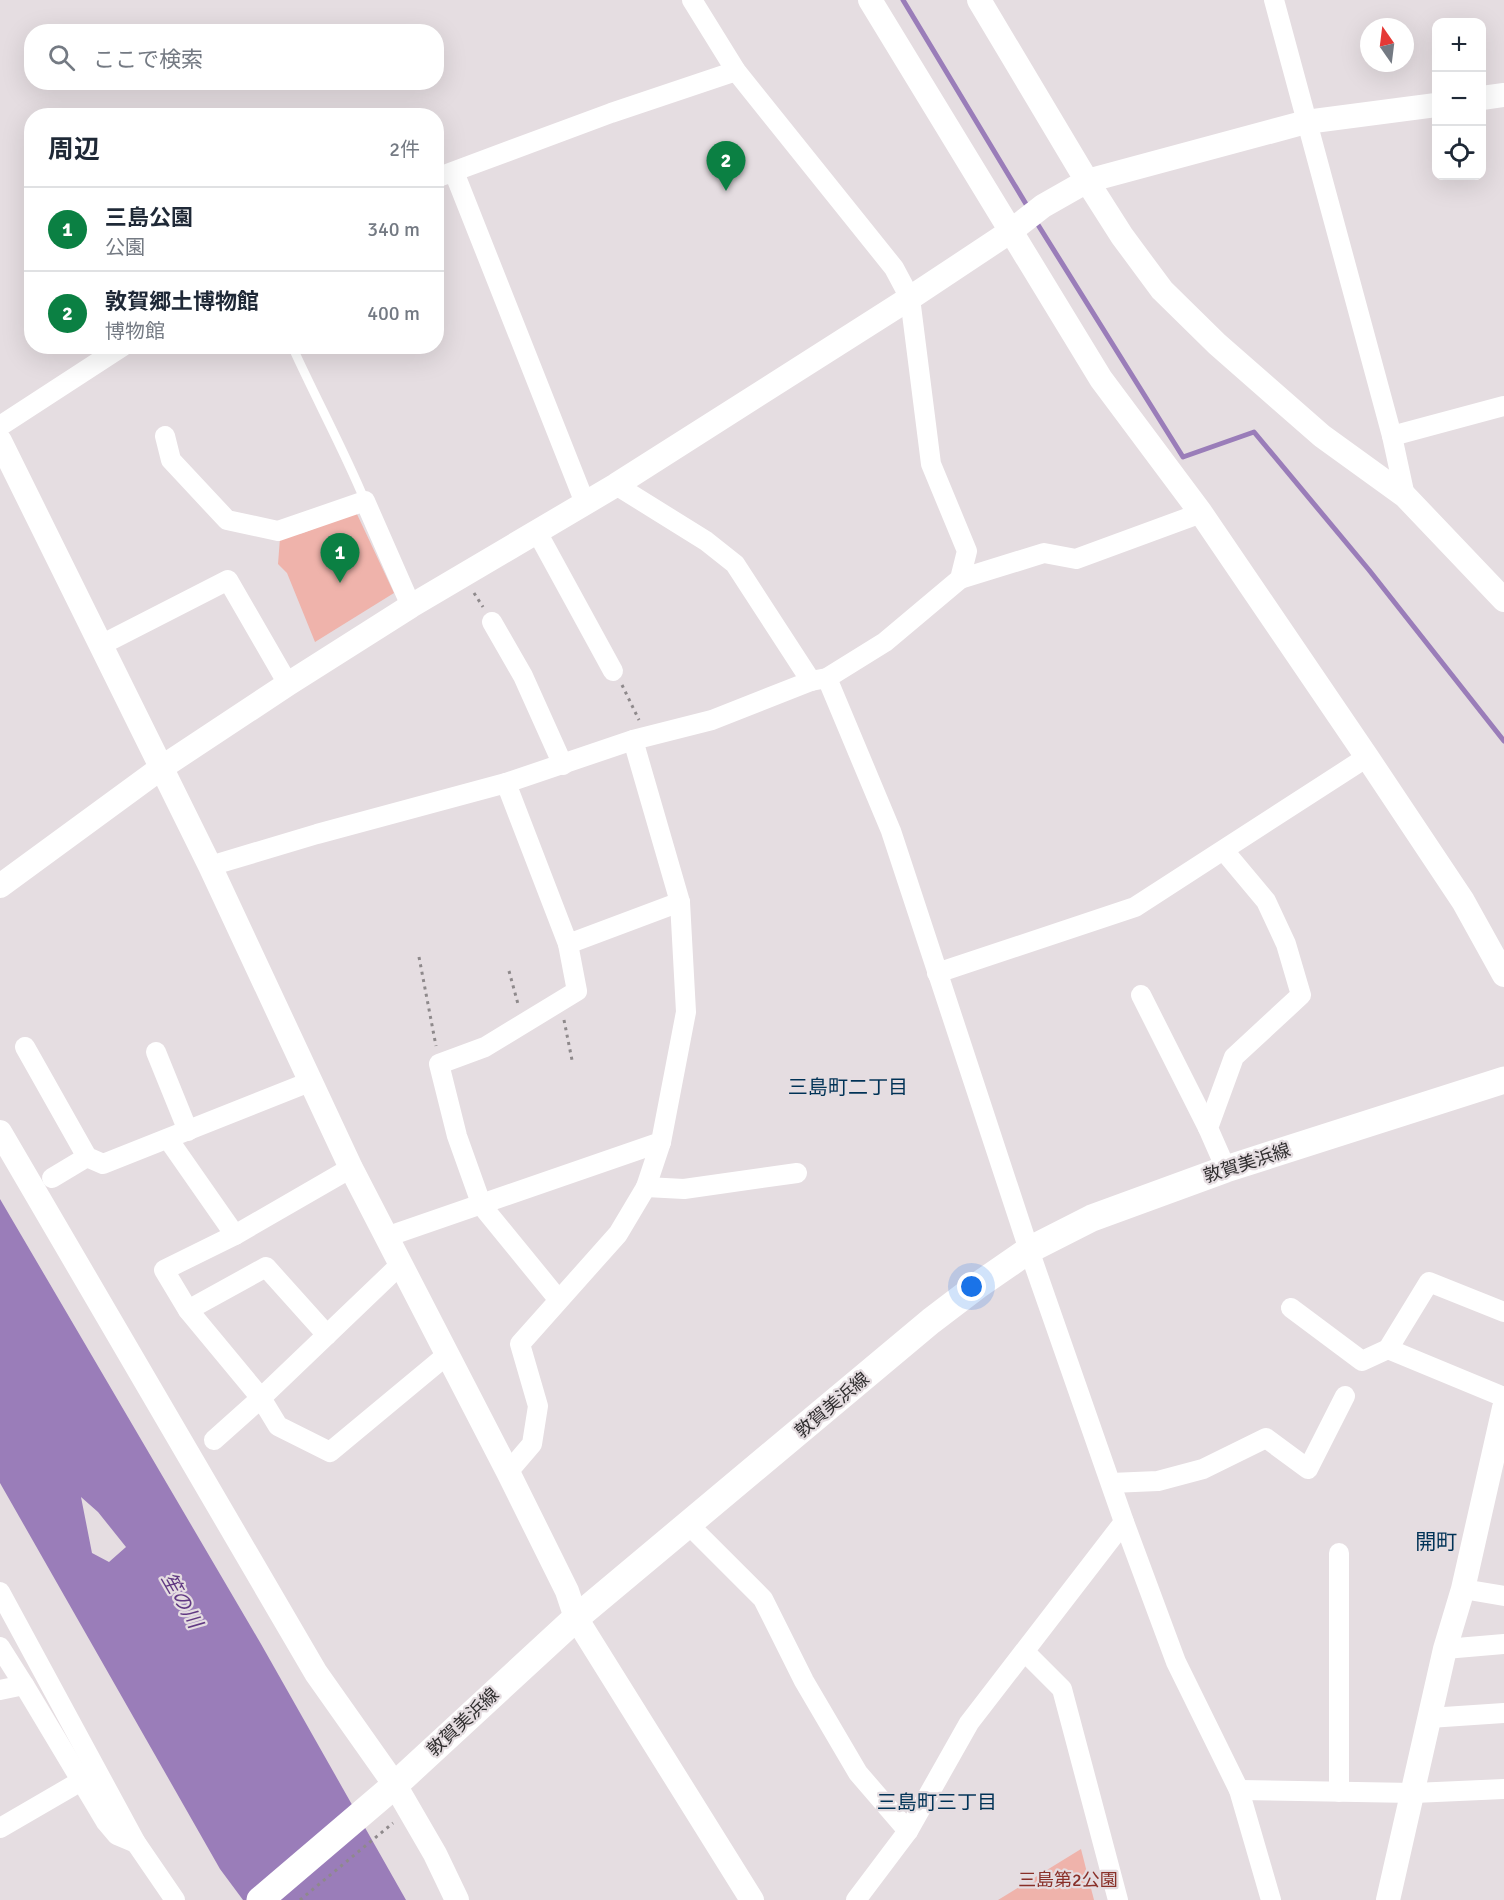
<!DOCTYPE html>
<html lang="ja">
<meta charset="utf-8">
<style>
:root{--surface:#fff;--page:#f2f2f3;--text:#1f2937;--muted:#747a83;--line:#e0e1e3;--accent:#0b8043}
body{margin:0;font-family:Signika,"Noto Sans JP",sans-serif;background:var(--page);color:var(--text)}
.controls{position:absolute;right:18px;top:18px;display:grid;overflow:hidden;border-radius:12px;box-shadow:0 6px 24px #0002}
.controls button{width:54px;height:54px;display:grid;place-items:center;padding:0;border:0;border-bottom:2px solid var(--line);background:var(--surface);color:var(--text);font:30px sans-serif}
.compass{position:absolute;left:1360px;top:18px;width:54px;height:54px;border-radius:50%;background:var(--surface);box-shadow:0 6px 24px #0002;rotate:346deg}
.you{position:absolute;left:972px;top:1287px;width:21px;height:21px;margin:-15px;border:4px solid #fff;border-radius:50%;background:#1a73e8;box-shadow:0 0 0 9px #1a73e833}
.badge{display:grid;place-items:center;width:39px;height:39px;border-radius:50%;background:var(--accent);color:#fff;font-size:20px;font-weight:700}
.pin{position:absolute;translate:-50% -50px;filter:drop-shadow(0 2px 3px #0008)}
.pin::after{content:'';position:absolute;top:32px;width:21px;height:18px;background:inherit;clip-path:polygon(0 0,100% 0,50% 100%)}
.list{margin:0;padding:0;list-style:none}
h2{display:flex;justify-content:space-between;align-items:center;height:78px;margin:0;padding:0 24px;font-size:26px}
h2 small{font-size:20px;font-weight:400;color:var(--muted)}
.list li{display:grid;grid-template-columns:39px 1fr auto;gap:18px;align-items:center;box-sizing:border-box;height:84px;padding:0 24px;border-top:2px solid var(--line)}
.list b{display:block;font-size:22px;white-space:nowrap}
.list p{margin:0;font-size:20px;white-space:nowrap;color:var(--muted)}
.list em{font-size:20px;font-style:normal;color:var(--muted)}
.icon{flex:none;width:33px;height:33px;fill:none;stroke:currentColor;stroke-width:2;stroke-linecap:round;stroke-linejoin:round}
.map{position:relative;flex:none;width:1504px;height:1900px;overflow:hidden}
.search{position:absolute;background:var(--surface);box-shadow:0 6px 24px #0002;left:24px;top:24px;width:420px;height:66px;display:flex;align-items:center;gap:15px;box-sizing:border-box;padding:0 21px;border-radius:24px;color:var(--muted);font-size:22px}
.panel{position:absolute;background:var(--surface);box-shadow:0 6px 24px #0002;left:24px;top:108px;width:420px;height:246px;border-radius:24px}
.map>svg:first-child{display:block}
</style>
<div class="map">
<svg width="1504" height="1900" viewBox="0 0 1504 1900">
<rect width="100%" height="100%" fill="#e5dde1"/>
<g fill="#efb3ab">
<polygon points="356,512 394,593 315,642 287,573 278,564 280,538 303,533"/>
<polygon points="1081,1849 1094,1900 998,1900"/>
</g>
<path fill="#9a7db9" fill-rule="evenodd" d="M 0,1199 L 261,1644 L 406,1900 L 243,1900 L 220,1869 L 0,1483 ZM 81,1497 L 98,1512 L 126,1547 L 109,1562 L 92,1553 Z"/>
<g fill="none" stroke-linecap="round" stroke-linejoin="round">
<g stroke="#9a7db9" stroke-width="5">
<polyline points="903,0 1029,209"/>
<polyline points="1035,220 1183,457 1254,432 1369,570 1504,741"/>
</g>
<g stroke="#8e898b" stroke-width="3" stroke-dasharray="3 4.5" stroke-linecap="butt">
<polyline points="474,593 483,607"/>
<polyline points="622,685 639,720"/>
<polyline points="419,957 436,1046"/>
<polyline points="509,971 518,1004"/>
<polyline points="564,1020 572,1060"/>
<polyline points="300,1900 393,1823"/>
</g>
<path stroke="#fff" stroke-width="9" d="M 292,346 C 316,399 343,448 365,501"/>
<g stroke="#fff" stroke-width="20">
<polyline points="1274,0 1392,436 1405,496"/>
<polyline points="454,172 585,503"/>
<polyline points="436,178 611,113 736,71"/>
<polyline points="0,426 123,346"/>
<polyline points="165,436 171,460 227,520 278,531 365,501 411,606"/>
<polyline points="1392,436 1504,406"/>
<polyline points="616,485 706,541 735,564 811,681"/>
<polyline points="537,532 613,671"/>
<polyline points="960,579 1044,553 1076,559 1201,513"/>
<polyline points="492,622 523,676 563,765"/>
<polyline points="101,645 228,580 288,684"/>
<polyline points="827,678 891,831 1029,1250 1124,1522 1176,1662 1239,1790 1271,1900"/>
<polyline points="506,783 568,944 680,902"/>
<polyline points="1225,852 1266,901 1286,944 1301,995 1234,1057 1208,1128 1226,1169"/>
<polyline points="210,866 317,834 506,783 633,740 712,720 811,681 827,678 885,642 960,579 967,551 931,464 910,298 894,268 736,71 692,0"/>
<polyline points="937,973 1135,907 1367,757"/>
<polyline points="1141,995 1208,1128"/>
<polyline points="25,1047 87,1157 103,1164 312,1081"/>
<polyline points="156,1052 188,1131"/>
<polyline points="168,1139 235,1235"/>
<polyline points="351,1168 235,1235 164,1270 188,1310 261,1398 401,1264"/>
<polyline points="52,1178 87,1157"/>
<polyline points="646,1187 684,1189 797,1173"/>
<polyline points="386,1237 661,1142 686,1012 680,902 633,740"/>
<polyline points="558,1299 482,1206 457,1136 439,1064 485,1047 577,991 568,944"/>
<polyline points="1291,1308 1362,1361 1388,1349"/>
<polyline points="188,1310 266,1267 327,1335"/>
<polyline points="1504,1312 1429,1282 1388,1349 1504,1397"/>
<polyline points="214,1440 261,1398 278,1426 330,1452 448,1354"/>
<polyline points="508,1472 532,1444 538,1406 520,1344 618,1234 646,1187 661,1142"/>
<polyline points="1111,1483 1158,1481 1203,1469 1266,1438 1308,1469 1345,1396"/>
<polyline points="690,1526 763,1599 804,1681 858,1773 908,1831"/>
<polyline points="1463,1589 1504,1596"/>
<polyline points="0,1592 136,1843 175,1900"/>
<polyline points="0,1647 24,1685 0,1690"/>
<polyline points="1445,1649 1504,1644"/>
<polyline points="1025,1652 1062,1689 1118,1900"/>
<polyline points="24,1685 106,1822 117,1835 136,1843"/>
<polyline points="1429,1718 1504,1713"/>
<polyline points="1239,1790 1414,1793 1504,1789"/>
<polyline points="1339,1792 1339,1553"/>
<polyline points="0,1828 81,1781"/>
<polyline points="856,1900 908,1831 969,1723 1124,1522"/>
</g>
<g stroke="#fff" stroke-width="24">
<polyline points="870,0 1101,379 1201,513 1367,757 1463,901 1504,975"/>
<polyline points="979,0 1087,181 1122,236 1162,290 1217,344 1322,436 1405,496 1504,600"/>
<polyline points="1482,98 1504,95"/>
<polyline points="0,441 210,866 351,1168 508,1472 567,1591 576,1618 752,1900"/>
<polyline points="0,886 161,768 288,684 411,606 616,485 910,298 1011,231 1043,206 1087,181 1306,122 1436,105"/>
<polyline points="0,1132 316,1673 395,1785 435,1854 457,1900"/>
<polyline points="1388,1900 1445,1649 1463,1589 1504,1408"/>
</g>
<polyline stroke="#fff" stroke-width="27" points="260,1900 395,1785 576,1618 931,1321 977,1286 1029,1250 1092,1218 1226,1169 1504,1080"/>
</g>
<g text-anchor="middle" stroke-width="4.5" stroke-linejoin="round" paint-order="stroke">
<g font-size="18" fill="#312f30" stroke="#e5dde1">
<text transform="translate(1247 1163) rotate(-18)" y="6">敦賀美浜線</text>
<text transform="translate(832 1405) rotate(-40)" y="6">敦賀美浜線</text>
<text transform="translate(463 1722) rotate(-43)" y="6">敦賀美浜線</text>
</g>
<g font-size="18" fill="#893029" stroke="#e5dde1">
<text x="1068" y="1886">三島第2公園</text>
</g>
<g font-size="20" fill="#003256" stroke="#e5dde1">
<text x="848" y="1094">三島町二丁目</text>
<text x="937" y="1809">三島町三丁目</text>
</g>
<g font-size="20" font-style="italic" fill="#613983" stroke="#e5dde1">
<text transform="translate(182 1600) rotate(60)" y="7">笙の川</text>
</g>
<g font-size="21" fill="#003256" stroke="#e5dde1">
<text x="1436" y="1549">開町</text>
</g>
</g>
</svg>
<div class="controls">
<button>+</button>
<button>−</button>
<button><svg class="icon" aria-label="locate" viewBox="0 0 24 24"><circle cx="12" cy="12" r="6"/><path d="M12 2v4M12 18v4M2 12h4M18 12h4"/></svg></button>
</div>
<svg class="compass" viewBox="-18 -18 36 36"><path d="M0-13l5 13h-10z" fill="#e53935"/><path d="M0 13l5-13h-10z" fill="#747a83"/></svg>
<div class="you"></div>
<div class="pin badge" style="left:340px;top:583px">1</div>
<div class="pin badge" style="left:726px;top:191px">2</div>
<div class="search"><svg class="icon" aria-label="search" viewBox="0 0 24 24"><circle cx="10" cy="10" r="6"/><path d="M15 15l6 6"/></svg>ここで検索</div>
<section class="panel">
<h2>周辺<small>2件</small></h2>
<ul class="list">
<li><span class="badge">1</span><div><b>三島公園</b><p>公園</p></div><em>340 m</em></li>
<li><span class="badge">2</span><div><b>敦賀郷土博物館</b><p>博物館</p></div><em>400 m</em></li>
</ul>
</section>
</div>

______________________________

Instructions to follow:
Nothing but the lines from the beginning of the material through the line with "solid #fff;border-radius:50%;background:#1a73e8;box-shadow:0 0" should appear, printed exactly, with no pictures among them.

Answer section:
<!DOCTYPE html>
<html lang="ja">
<meta charset="utf-8">
<style>
:root{--surface:#fff;--page:#f2f2f3;--text:#1f2937;--muted:#747a83;--line:#e0e1e3;--accent:#0b8043}
body{margin:0;font-family:Signika,"Noto Sans JP",sans-serif;background:var(--page);color:var(--text)}
.controls{position:absolute;right:18px;top:18px;display:grid;overflow:hidden;border-radius:12px;box-shadow:0 6px 24px #0002}
.controls button{width:54px;height:54px;display:grid;place-items:center;padding:0;border:0;border-bottom:2px solid var(--line);background:var(--surface);color:var(--text);font:30px sans-serif}
.compass{position:absolute;left:1360px;top:18px;width:54px;height:54px;border-radius:50%;background:var(--surface);box-shadow:0 6px 24px #0002;rotate:346deg}
.you{position:absolute;left:972px;top:1287px;width:21px;height:21px;margin:-15px;border:4px solid #fff;border-radius:50%;background:#1a73e8;box-shadow:0 0 0 9px #1a73e833}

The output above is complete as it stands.